Gadis muda tersebut menghentikan langkah kakinya di depan sebuah pintu berdaun dua yang tinggi dan terlihat sangat kokoh. Ukiran unik namun sangat cantik terukir di masing-masing sisi pintu. Tangannya yang mungil mengetuk pintu tersebut sebanyak tiga kali sebelum berdiri bak patung menunggu jawaban dari dalam. Sesekali dia melihat ke arah jam tangan kecil yang berada di tangan kirinya. Lima detik.

"Masuk."

Sebuah suara berat dan dingin terdengar dari dalam ruangan mengisyaratkan si gadis untuk masuk. Dengan pelan, tangan gadis tersebut mendorong pintu berdaun dua tersebut agar membuka dan dirinya masuk ke dalam. Pertama kali yang menyambut indera penglihatan sang gadis adalah luasnya ruangan tersebut, dinding yang berwarna krem lembut dengan banyaknya lukisan yang memiliki berbagai tema, beberapa lilin tergantung di masing-masing sisi ruangan walau sepertinya itu hanya sekedar hiasan karena di tengah langit-langit ruangan terdapat lampu gantung yang sangat mewah dan besar serta mampu menerangi ke seluruhan ruangan. Jendela di ruangan tersebut berjejer empat yang masing-masing berjarak satu meter, dengan tinggi dua kali tinggi orang dewasa kebanyakan, tirainya berwarna biru muda dengan hiasan berwarna emas, kayu eboni yang menjadi bingkai jendela tersebut sedikit berkilau karena cahaya dari luar. Di depan jendela yang ketiga terdapat sebuah meja kerja pemilik ruangan, dan di samping kanan meja tersebut terdapat beberapa rak buku yang sudah penuh dengan berbagai buku, bahkan ada beberapa buku yang dibiarkan berada di luar rak tersebut. Sedangkan di sisi kiri meja tersebut, tepatnya di depan jendela kamar yang kedua ada seorang laki-laki paruh baya berambut kuning tengah berdiri memandang ke luar jendela, membelakangi sang gadis.

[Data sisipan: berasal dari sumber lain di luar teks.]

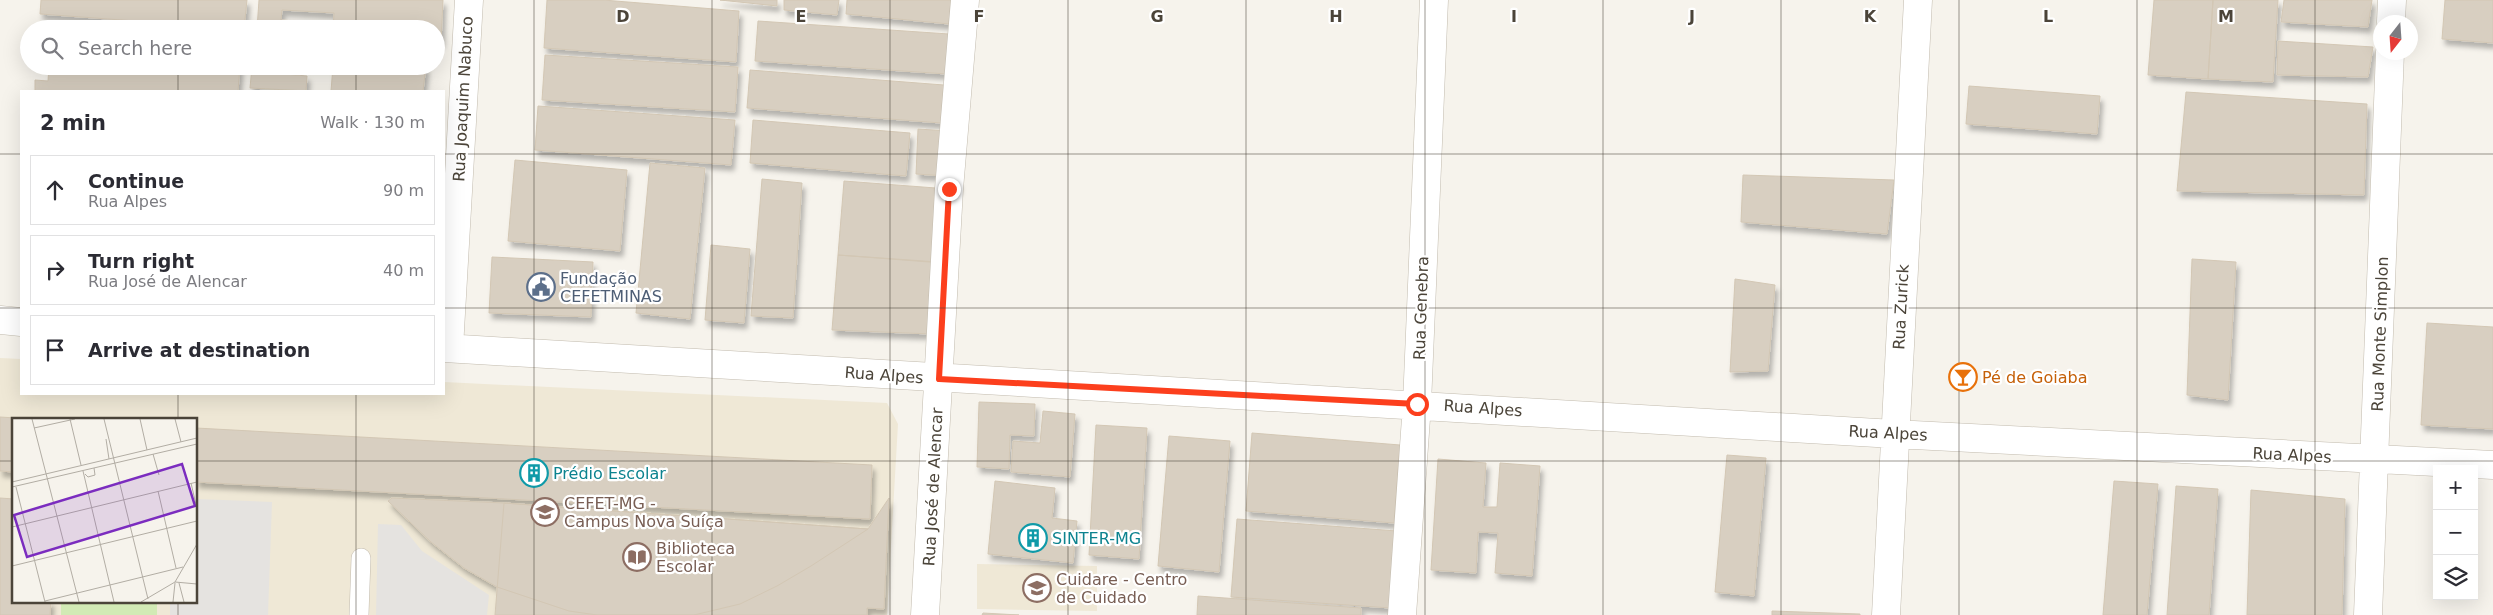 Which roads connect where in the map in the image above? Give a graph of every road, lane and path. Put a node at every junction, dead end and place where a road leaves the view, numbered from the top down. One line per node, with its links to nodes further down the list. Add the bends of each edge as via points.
1 (469, 0): 10 (street, Rua Joaquim Nabuco)
2 (965, 0): 11 (street, Rua José de Alencar, via 949,189)
3 (1434, 0): 12 (street, Rua Genebra)
4 (1918, 0): 13 (street, Rua Zurick)
5 (2392, 0): 6 (street)
6 (2391, 15)
7 (2390, 60): 14 (street, Rua Monte Simplon)
8 (0, 320): 9 (street)
9 (20, 322)
10 (446, 348): 11 (street, Rua Alpes)
11 (939, 379): 12 (street, Rua Alpes); 18 (street, Rua José de Alencar)
12 (1417, 404): 13 (street, Rua Alpes); 19 (street, Rua Genebra)
13 (1894, 434): 14 (street, Rua Alpes); 20 (street, Rua Zurick)
14 (2375, 460): 15 (street, Rua Alpes); 21 (street, Rua Monte Simplon)
15 (2493, 465)
16 (361, 558): 17 (lane)
17 (359, 615)
18 (925, 615)
19 (1402, 615)
20 (1886, 615)
21 (2368, 615) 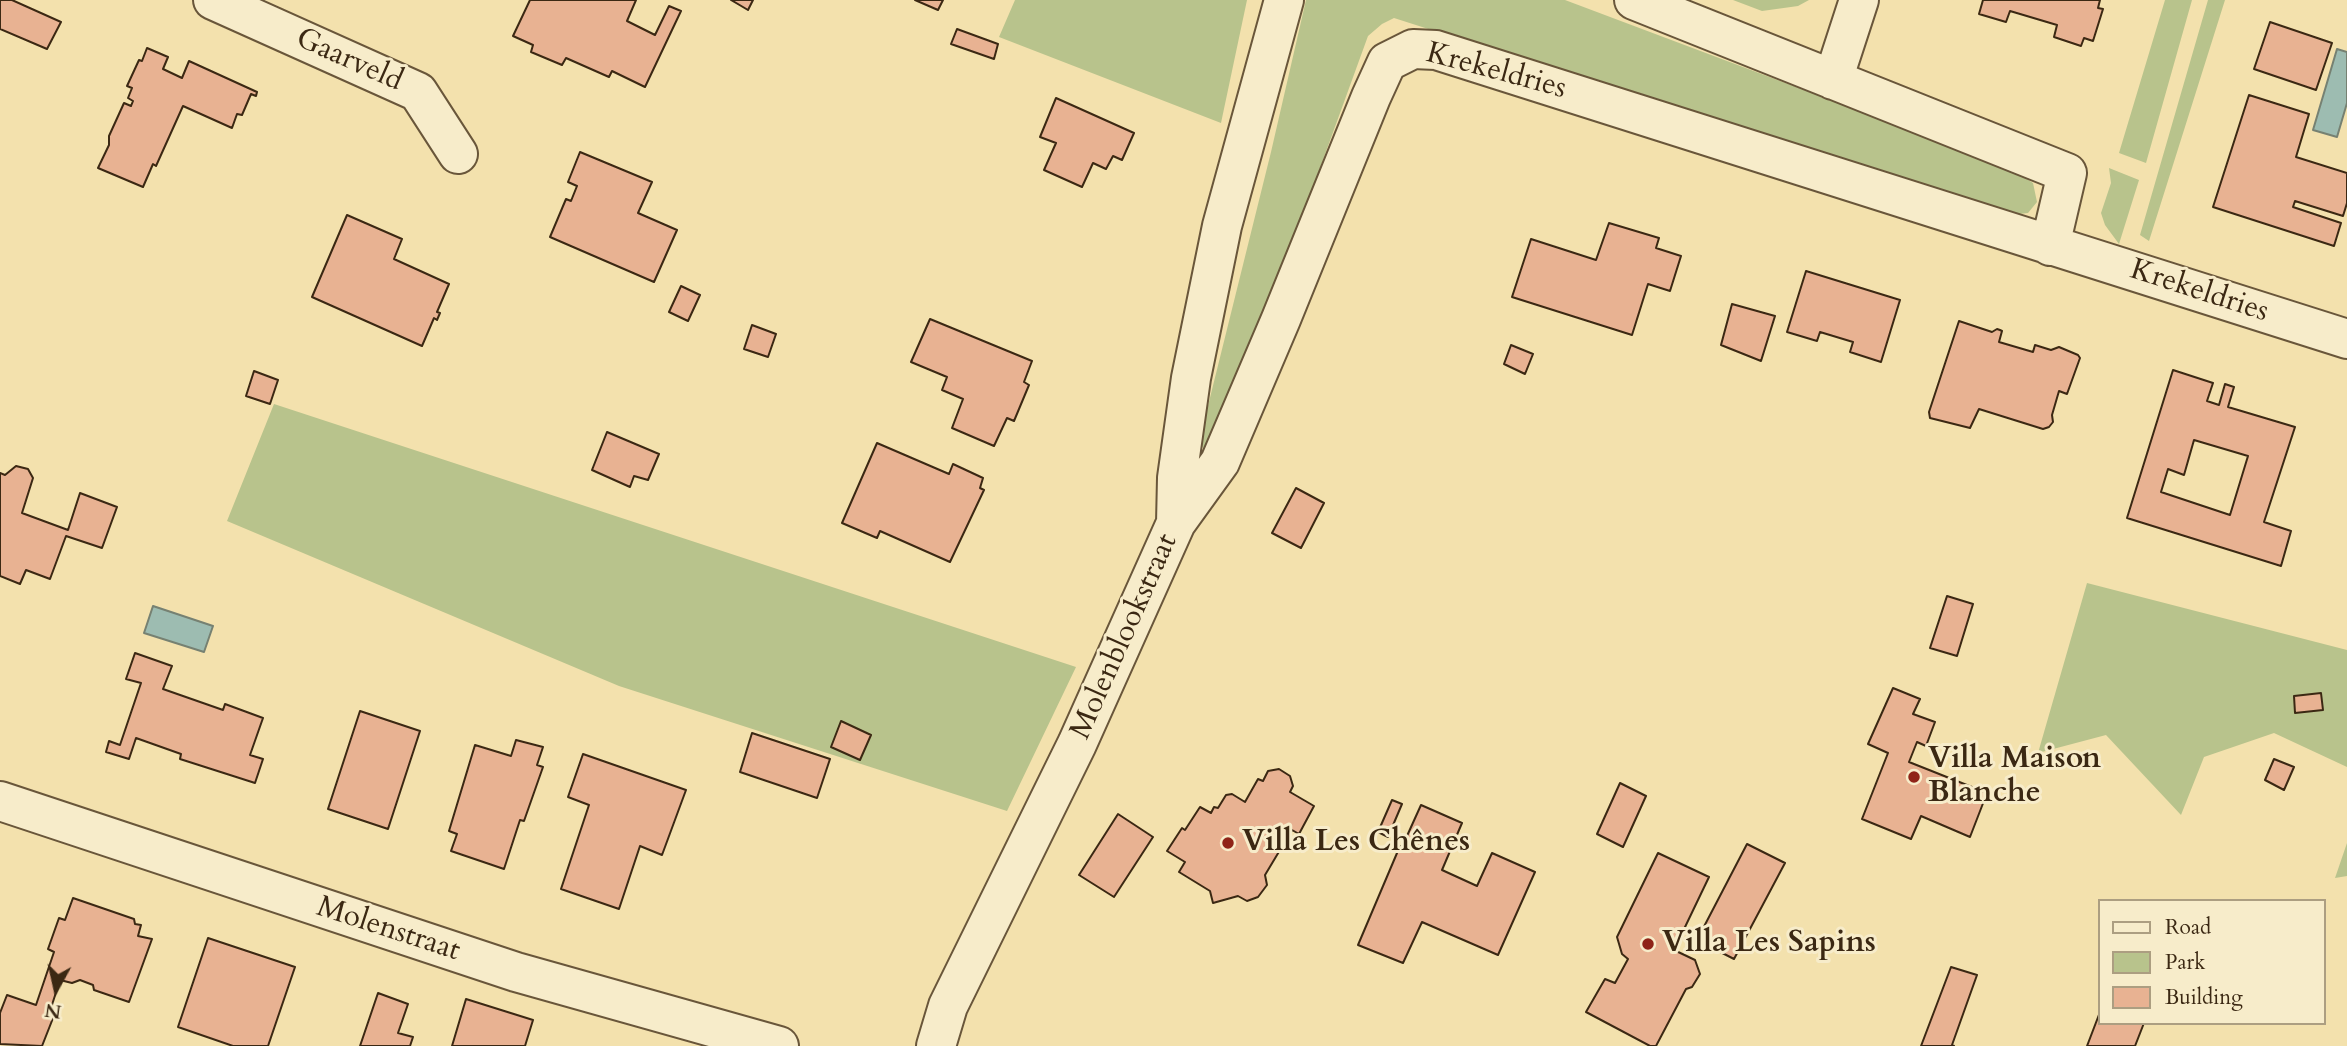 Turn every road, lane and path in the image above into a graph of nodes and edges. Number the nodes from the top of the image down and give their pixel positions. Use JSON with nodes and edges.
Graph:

"Berapa umurmu, Namikaze Naruto?" Suara pria tersebut sangat datar, penuh intimidasi. Dia tetap membelakangi sang gadis.

"16 tahun, Otou-sama." Sahut gadis yang bernama Namikaze Naruto. Dia berjalan dengan pelan hingga jarak dirinya dan sang ayah hanya berkisar antara tiga sampai lima meter.

"Berapa orang yang kau bunuh bulan ini?"

"Lima orang, Otou-sama."

"Kau tak menyesal?"

"Tidak. Karena aku tidak memiliki hati, Otou-sama."

"Kau memang anakku, Namikaze Naruto." Sahut sang ayah, kini dia berbalik dan langsung berhadapan dengan sang anak. Mereka berdua, ayah dan anak, terlihat mirip sekali. Iris mata yang berwarna sama, rambut yang berwarna sama dan jangan lupakan wajah datar keduanya yang tiada beda. Tidak diragukan lagi jika di nadi masing-masing mengalir darah yang sama pula.


Aldy Erich'Ichiru

Disclaimer : Naruto bukan milikku, aku hanya meminjam chara yang ada untuk membuat fic ini.

Warning : No Yaoi! Fem Naru! OOC! Gore! Adult! Alur berat dan mungkin sulit dipahami. Dan untuk yang tidak tahan mental segera tekan tombol back.

Rate : Semi M (Tapi masih di T, meminta saran dari kalian semua. Apakah ini masuk M ato masih aman di T?)

Pairing : Belum ada di chapter awal. Tapi ini bukan romance, jadi mungkin tidak terlalu kentara.

Summary : Kami Namikaze. Kami juga adalah Uzumaki. Kami adalah keluarga dengan banyak keanehan. Seorang masochist, psychopath, ilmuan gila, hacker ulung, pengrajin boneka. Memiliki hobby yang aneh sudah sewajarnya. Kami semua memang aneh. Hanya memiliki satu sesamaan yaitu haus akan darah. Wajar, karena kami adalah Namikaze. Kami adalah membunuh bayaran profesional. Kebohongan disertai topeng selalu menutupi hidup kami yang sesungguhnya dengan segala kenormalan yang kami suguhkan.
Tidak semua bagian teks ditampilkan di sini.